Here’s a different theory for why Apple would make such an aggressive decision. Charlie Munger once said, “Show me the incentive, I’ll show you the outcome.” To understand Apple's incentive, we need to better understand who their clients are. Apple reports for Q2 2020 show that selling hardware accounted for 77% of Apple's revenue, while services accounted for the remaining 23%.
Apple services itself is comprised of many products - Apple Music, App Store, Icloud, Itunes, Apple Books, Apple Pay, AppleCare Licencing, and more. In terms of revenue, the only product that is related to advertising is the App Store, but, even here, most of the revenue is driven by app downloads that came from search or in-app purchases and not from paid advertising.
Upon understanding that Apple’s revenue has little to do with advertising, figuring out an alternative agenda for IDFA and Safari changes becomes easier.

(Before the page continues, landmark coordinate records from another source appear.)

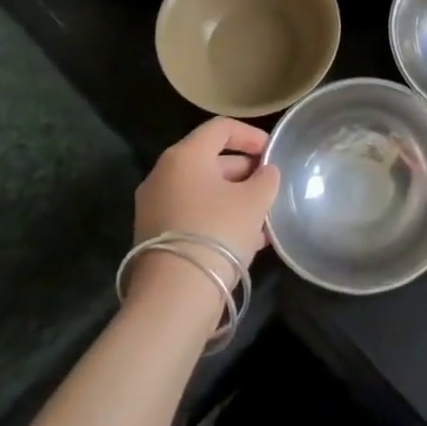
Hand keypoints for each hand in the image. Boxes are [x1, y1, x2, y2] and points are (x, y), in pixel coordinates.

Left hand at [133, 118, 278, 287]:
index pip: (221, 128)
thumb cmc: (218, 232)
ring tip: (263, 219)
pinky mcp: (153, 236)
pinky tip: (245, 241)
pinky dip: (218, 218)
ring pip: (203, 191)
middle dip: (245, 172)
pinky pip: (192, 214)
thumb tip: (265, 173)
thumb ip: (266, 179)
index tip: (272, 152)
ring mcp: (154, 207)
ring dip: (234, 199)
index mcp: (184, 156)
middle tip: (270, 187)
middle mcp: (163, 175)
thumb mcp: (255, 201)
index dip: (251, 135)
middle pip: (210, 160)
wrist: (174, 297)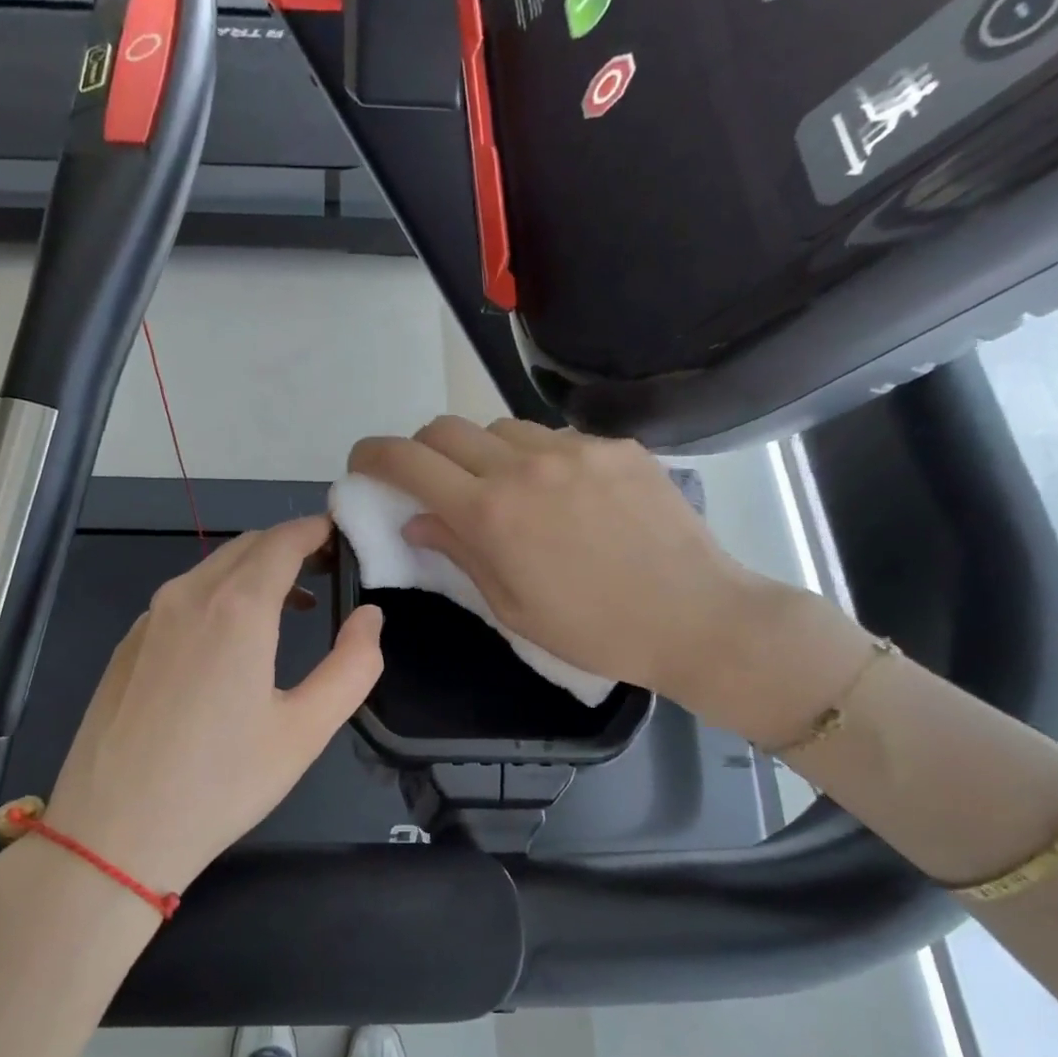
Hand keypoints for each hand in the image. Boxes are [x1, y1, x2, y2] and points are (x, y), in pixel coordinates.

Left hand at [36, 516, 383, 895]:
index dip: (317, 530)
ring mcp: (149, 619)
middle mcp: (187, 596)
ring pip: (211, 570)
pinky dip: (218, 597)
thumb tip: (371, 616)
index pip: (283, 540)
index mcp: (236, 607)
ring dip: (254, 573)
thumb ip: (353, 665)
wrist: (113, 833)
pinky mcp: (127, 645)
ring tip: (289, 607)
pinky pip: (181, 599)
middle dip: (290, 547)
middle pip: (246, 546)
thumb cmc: (221, 784)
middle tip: (327, 571)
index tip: (344, 537)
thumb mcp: (306, 730)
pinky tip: (229, 644)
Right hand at [348, 417, 799, 730]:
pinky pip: (555, 437)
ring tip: (505, 491)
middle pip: (446, 428)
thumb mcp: (510, 607)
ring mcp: (575, 448)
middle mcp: (525, 465)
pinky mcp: (616, 446)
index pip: (409, 460)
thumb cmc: (592, 630)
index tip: (362, 464)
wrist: (695, 617)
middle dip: (423, 451)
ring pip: (500, 426)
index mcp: (491, 513)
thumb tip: (418, 520)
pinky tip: (564, 494)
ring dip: (482, 452)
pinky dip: (537, 457)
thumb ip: (458, 552)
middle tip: (431, 482)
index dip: (373, 455)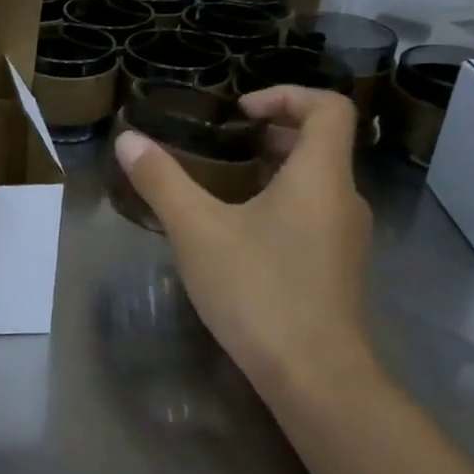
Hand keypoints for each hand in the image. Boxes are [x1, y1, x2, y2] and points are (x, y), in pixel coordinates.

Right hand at [115, 86, 375, 400]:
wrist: (315, 379)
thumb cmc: (259, 291)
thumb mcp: (197, 230)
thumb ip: (161, 180)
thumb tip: (127, 139)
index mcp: (320, 177)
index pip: (329, 108)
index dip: (287, 94)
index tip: (241, 109)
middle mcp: (344, 200)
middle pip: (322, 143)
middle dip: (274, 131)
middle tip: (226, 140)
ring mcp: (346, 239)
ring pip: (317, 182)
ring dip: (276, 168)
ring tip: (225, 181)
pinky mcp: (337, 269)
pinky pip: (314, 214)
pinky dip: (282, 202)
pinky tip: (239, 231)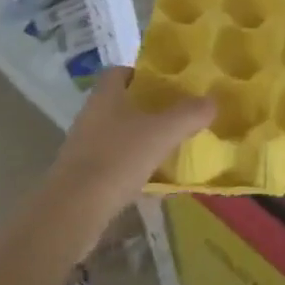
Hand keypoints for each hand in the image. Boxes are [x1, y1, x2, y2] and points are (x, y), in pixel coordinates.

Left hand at [41, 68, 214, 236]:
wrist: (72, 212)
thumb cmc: (117, 159)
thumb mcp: (161, 133)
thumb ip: (188, 114)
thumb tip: (212, 100)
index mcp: (106, 95)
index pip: (121, 71)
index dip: (142, 74)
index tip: (166, 84)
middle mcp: (91, 114)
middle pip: (120, 102)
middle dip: (145, 107)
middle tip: (175, 115)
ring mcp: (83, 146)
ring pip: (116, 132)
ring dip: (137, 137)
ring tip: (167, 146)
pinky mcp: (81, 176)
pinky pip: (110, 161)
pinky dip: (128, 165)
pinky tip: (149, 178)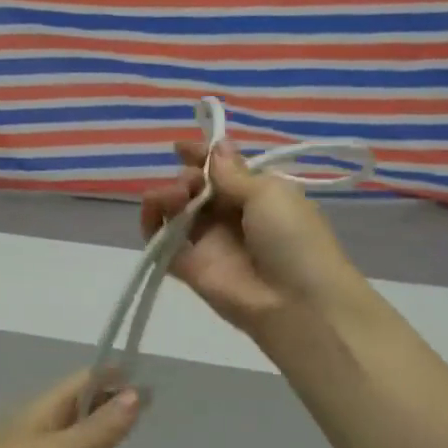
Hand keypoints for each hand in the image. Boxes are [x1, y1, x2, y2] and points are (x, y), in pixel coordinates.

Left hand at [0, 371, 143, 447]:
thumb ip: (97, 430)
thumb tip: (138, 395)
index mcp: (42, 410)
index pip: (84, 382)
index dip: (114, 379)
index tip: (150, 384)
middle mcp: (36, 428)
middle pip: (78, 410)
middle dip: (107, 408)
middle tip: (146, 416)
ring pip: (67, 442)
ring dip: (91, 442)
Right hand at [140, 139, 362, 332]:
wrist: (297, 302)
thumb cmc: (292, 237)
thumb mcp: (269, 193)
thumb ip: (233, 173)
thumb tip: (218, 146)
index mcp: (257, 196)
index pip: (222, 171)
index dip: (202, 157)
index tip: (182, 147)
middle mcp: (230, 218)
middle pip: (196, 188)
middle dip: (187, 176)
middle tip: (190, 182)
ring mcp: (208, 243)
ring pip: (176, 211)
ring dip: (168, 195)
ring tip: (176, 196)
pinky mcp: (188, 267)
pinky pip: (161, 242)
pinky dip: (150, 223)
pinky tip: (152, 209)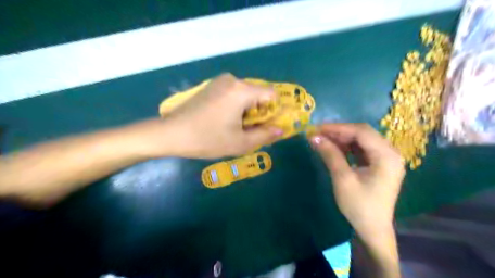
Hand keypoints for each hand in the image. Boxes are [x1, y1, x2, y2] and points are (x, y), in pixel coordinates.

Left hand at [137, 73, 281, 158]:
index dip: (273, 111)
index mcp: (241, 90)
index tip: (263, 127)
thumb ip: (265, 135)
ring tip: (233, 128)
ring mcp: (219, 81)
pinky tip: (222, 120)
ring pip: (245, 95)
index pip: (271, 95)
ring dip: (246, 111)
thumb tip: (281, 129)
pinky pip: (233, 94)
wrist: (171, 133)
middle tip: (247, 131)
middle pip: (258, 94)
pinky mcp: (211, 86)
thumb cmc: (207, 139)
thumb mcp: (240, 142)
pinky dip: (235, 107)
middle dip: (258, 113)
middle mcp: (232, 80)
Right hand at [309, 124, 405, 238]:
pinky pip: (362, 148)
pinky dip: (347, 146)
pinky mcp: (380, 164)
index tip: (317, 129)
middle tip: (318, 134)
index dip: (338, 128)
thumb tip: (314, 137)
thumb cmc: (359, 206)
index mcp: (387, 156)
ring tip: (324, 140)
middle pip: (363, 133)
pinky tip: (335, 148)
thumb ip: (330, 155)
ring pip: (362, 139)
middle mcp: (390, 153)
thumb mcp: (342, 179)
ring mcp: (386, 158)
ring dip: (342, 138)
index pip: (361, 132)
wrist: (372, 229)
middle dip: (339, 132)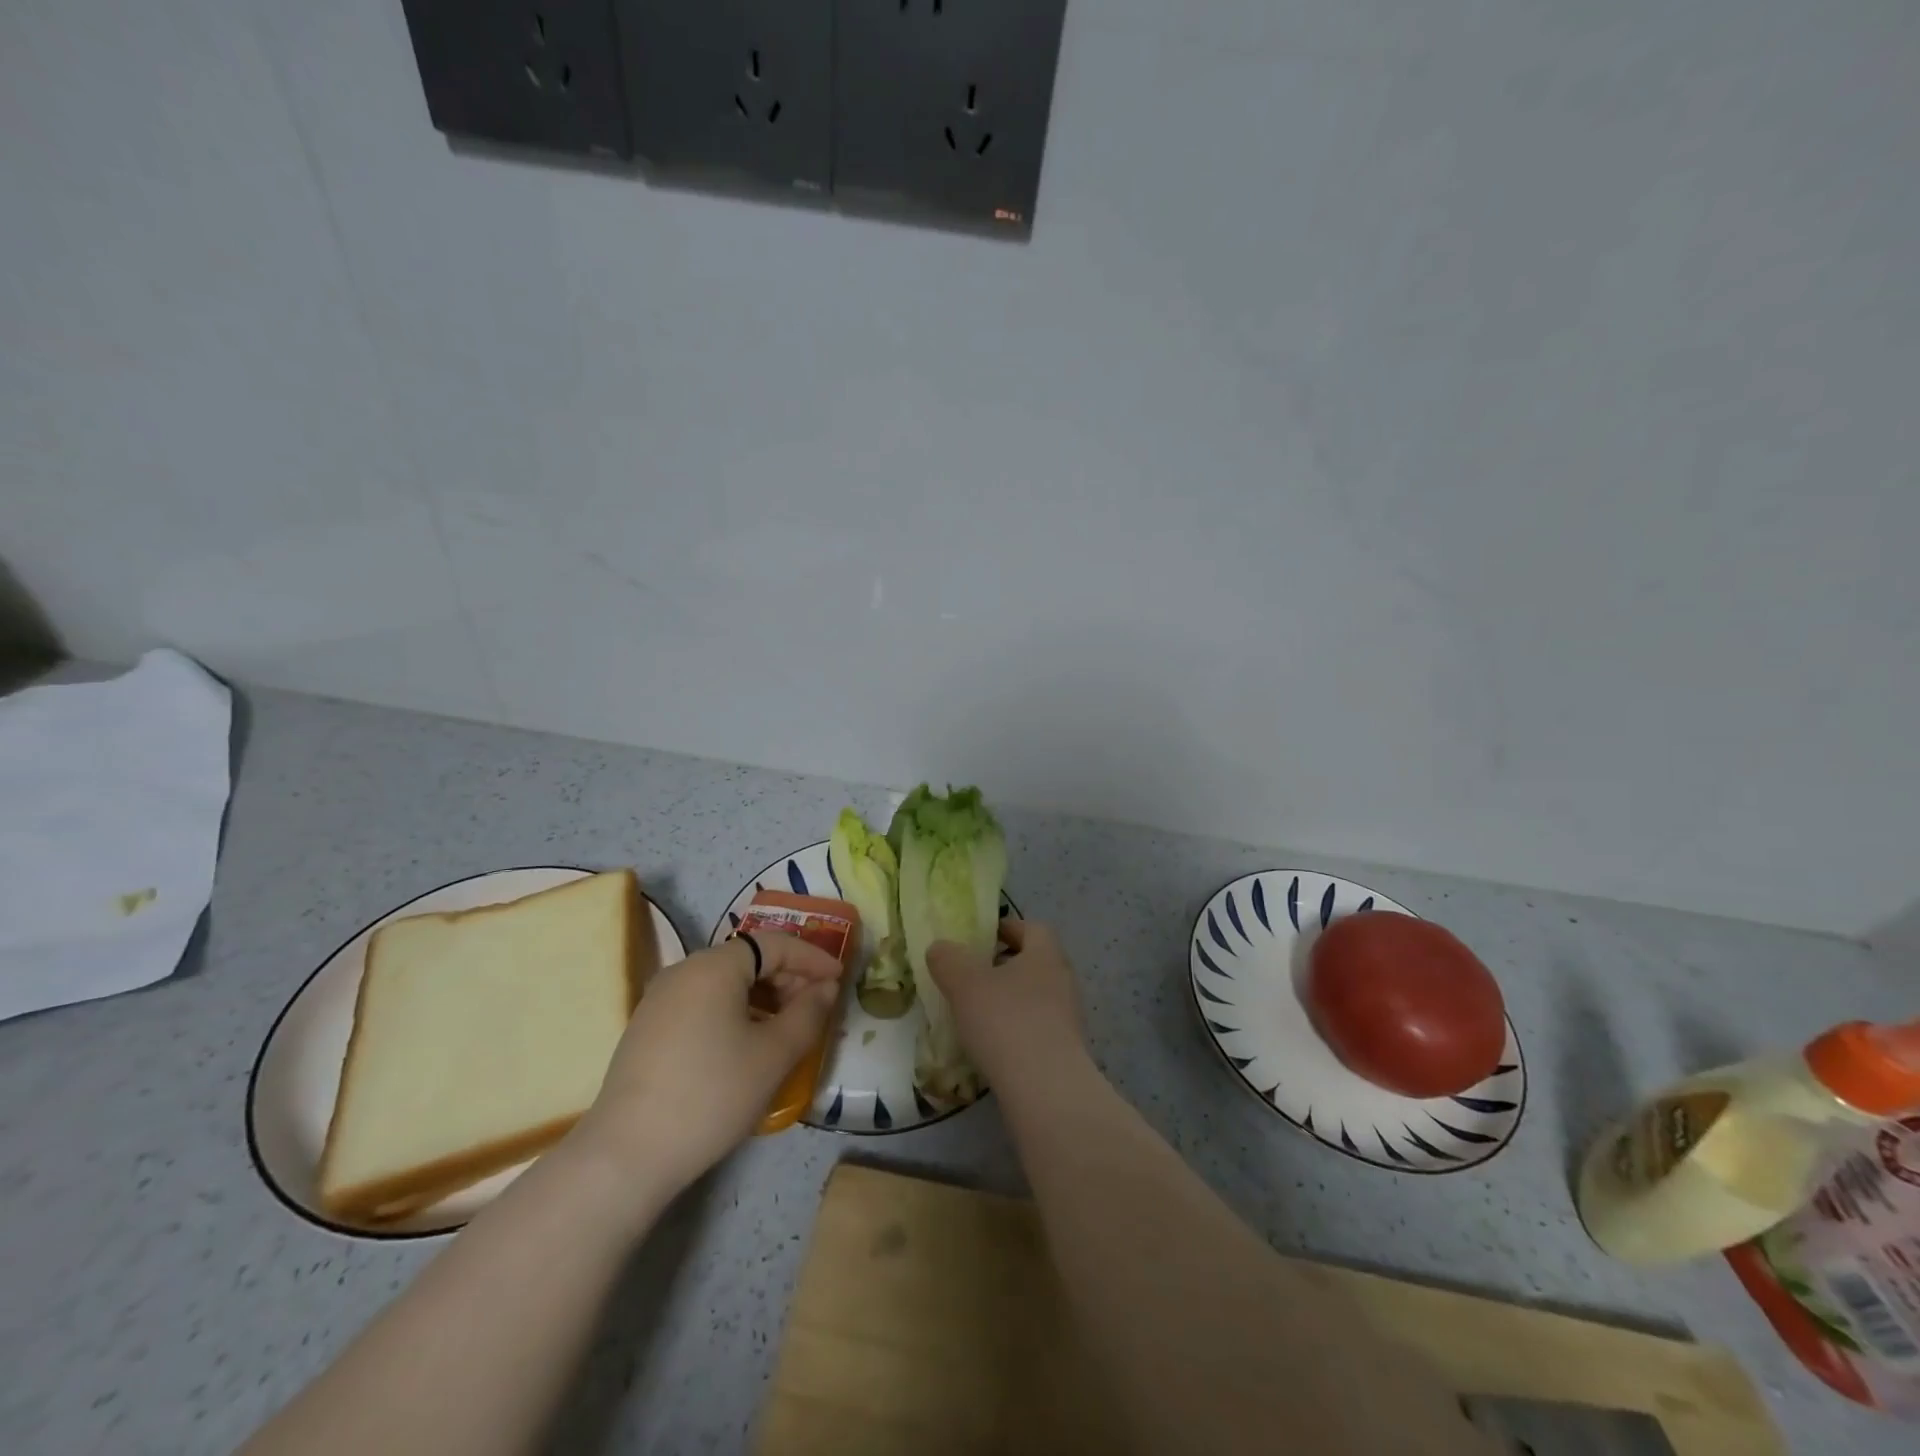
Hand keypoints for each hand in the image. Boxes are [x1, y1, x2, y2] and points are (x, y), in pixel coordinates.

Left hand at [573, 933, 843, 1193]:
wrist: (627, 1156)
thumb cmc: (712, 1094)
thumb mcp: (773, 1055)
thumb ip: (808, 1014)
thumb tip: (825, 988)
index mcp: (714, 966)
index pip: (774, 944)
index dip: (812, 958)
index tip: (839, 978)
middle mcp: (684, 971)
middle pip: (748, 960)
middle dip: (788, 978)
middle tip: (816, 1007)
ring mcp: (660, 1000)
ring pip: (725, 983)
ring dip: (763, 997)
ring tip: (787, 1029)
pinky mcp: (648, 1028)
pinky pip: (703, 1004)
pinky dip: (734, 1012)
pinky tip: (747, 1045)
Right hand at [927, 920, 1085, 1092]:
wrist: (1046, 1089)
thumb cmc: (1005, 1021)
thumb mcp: (964, 983)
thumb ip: (949, 960)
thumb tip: (941, 948)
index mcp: (1045, 954)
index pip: (1032, 928)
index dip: (1007, 929)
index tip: (981, 938)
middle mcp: (1062, 980)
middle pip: (1035, 962)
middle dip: (1005, 966)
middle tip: (973, 976)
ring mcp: (1068, 1018)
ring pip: (1036, 997)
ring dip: (1010, 1000)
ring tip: (978, 1014)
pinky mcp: (1066, 1051)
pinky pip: (1038, 1029)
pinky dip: (1017, 1030)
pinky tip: (994, 1046)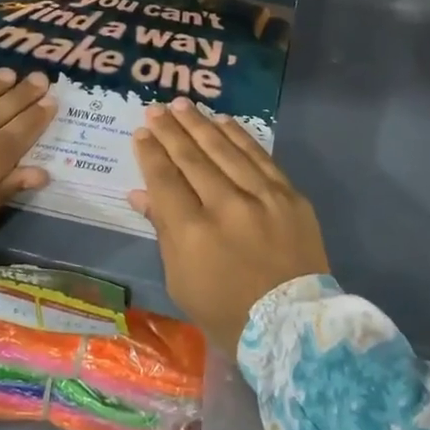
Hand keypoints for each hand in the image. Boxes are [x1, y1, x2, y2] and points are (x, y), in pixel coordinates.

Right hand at [129, 96, 329, 356]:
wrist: (291, 324)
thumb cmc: (227, 311)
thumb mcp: (181, 280)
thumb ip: (162, 231)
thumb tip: (139, 194)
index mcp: (193, 234)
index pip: (165, 180)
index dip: (151, 154)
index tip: (141, 133)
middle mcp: (226, 206)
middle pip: (192, 158)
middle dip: (171, 130)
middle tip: (155, 109)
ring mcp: (262, 197)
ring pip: (225, 150)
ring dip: (201, 124)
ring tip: (183, 105)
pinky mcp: (289, 195)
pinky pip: (260, 157)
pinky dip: (240, 137)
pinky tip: (224, 122)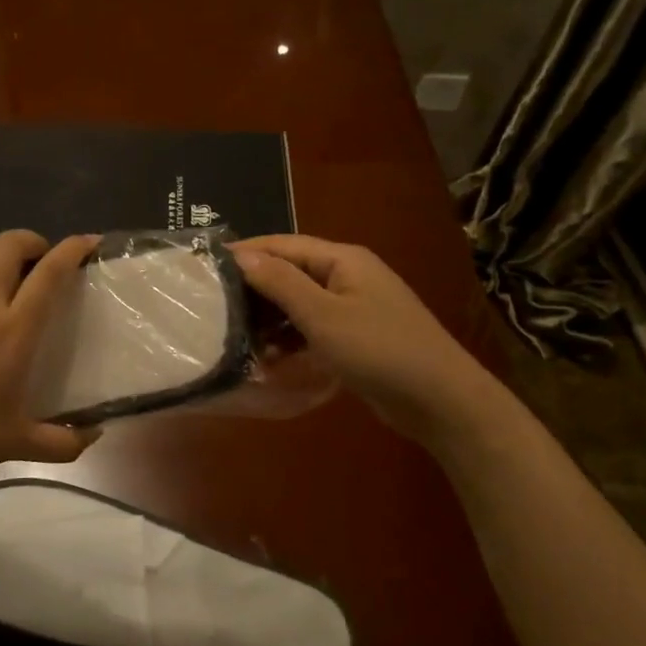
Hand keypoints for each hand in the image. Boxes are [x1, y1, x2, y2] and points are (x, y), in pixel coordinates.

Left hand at [0, 230, 102, 483]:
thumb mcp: (17, 445)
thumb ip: (64, 443)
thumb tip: (96, 434)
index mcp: (13, 332)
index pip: (48, 274)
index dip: (72, 250)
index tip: (89, 241)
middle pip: (10, 246)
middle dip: (33, 240)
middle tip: (44, 259)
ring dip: (1, 248)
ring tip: (11, 266)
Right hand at [231, 235, 485, 444]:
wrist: (441, 400)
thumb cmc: (380, 349)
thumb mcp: (323, 315)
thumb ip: (280, 282)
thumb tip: (240, 254)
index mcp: (342, 260)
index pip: (283, 245)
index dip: (245, 252)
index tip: (205, 265)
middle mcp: (347, 276)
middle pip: (290, 273)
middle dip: (254, 288)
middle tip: (213, 306)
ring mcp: (354, 308)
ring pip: (299, 304)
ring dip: (269, 319)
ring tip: (233, 336)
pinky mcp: (356, 337)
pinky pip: (312, 329)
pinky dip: (290, 339)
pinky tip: (267, 358)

Apple’s clients are the end-users buying hardware and services, so the incentive is to please them and gain more market share by answering the trend of users demanding more privacy. Taking more advertising dollars from the market can be a nice upside, but not the main agenda.
Also, Apple blocking dozens of 3rd party trackers also earns them trust from their already loyal base of consumers. Those consumers won’t mind Apple using first-party data as long as Apple is the sole company to gain access and they commit to not sharing this data with other ad tech companies they never heard of.
Apple's incentive to gain market share along with recent privacy trends will result in more privacy initiatives in the Apple ecosystem, regardless of what Tim Cook’s company decides to do in the ad space. This can help us tackle the elephant in the room, how Google will react.
The Google Angle
Google has a diverse revenue stream, so they need to balance more types of clients and incentives - brands, agencies, publishers, O&O assets (YouTube, search etc), Android and, finally, the end-user.
Because there are more types of incentives, analyzing the outcome becomes harder. This is why I believe Google hasn't made up its mind on what to do. It releases ideas to the market to figure out how the public and the industry will react, while buying time for new technologies and trends to emerge.
My prediction is that the incentive map for google will change and Google will do the same thing Apple is doing, the reasoning behind it is again, the incentive map. As time goes by we will see two trends. Growing pressure from users demanding more privacy combined with some good tech currently being developed to support a cookieless ad ecosystem. Those two trends will change the incentive map enough so it will be in Google’s best interest to do the same thing Apple did and is still doing.
Conclusion
Looking at the incentive map it is easier to understand that it was in Apple best interest to kill 3rd party cookies and IDFA sharing. As a company that mainly sells hardware and user experience, their clients pay extra to enjoy the closed garden Apple experience. Apple might use this opportunity to gain a new ad revenue stream, but there is a small upside and it won’t be the main incentive for their actions.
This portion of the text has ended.